Alguns crentes são tão friamente
intelectuais que se questiona serem eles mamíferos de sangue quente,
para não dizer seres humanos, ao passo que outros são tão emocionais que
se deseja saber se são possuidores de uma porção mínima de massa
cinzenta. Eu me sinto constrangido a dizer que o mais perigoso dos dois
extremos é o anti-intelectualismo e depois a entrega ao emocionalismo.
John Stott, Cristianismo equilibrado
O assunto de louvor e adoração é sempre
polêmico de se abordar.
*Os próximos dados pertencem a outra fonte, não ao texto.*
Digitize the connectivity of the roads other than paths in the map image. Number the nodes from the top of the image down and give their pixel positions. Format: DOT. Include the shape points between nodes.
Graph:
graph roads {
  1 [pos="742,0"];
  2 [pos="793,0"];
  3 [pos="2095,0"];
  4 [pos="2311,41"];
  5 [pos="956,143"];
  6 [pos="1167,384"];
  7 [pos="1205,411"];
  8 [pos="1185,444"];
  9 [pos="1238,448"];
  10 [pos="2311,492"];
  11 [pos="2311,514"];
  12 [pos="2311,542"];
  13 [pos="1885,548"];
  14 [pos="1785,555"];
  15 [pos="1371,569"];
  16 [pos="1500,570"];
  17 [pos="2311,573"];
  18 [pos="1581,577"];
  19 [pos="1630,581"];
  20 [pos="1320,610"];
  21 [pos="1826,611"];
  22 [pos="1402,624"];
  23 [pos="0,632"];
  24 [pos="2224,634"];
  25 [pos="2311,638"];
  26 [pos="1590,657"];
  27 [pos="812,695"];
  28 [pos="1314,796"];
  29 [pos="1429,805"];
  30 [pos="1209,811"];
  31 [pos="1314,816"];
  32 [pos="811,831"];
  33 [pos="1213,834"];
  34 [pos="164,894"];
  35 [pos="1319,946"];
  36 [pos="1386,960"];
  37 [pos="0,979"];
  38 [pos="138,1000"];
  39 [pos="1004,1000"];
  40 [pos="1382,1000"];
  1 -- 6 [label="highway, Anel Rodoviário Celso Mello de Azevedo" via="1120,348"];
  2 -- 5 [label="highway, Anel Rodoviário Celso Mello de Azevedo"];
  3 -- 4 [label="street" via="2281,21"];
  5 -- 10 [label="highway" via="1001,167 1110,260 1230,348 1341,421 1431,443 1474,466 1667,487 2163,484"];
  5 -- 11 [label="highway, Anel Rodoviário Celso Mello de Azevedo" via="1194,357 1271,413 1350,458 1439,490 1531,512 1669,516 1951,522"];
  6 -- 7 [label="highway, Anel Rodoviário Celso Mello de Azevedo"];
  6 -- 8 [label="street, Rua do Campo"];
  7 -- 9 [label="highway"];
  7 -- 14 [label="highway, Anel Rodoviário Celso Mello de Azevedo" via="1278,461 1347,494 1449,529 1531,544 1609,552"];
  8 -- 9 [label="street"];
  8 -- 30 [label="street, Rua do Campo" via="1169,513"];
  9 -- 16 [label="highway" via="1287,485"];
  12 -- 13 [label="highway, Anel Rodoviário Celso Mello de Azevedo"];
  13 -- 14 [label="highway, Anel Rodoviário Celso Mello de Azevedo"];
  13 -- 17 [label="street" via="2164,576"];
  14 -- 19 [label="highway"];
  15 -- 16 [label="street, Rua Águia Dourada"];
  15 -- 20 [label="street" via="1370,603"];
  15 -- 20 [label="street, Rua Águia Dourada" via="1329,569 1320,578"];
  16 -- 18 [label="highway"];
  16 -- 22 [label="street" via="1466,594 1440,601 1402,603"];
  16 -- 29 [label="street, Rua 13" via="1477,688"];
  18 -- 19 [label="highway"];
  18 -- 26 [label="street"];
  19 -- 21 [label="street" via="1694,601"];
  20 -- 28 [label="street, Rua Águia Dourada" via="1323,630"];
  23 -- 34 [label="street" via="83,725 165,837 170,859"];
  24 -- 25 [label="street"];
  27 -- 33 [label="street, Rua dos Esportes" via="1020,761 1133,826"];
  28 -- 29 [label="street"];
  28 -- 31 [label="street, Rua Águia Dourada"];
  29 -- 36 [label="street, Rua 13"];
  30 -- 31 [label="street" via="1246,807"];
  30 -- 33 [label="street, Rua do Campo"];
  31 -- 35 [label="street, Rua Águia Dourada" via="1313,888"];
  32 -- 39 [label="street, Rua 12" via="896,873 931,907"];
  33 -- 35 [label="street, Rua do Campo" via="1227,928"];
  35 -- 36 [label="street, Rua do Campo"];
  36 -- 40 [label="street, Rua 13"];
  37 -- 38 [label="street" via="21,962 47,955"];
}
Por um lado, temos uma ala tradicional que quer,
a todo custo, tirar toda a emoção da adoração. Do outro, há uma certa
cultivação de um desespero e uma busca desenfreada por Deus, que vem
acompanhada de uma avalanche de emoções. A resposta para tal questão é
uma busca constante por equilíbrio, o entendimento do papel de cada
faculdade humana no relacionamento com Deus. Hoje, porém, quero abordar o
perigo do lado emocional.
Antes de mais nada, por favor entenda o
seguinte, pois sei que estou pisando em campo minado: não escrevo a fim
de me intrometer na vida de quem quer que seja. Você tem total direito
de discordar dos meus pensamentos e em nenhum momento quero que minhas
palavras sejam usadas para criar uma norma. Não quero reprimir ninguém
nem apontar o dedo. Porém, reconheço que os pensamentos que trago
confrontam a prática de alguns. Se você estiver em paz com a sua vida
espiritual após discordar do que escrevi, glória a Deus por isso.
Escrevo para cutucar (levemente) aqueles que possam estar enveredando
por um caminho perigoso sem saberem. A única coisa que desejo verdadeira
e explicitamente interromper é uma vida espiritual ignorante e
preguiçosa. Se esse não for o seu caso, glória a Deus pela sua vida!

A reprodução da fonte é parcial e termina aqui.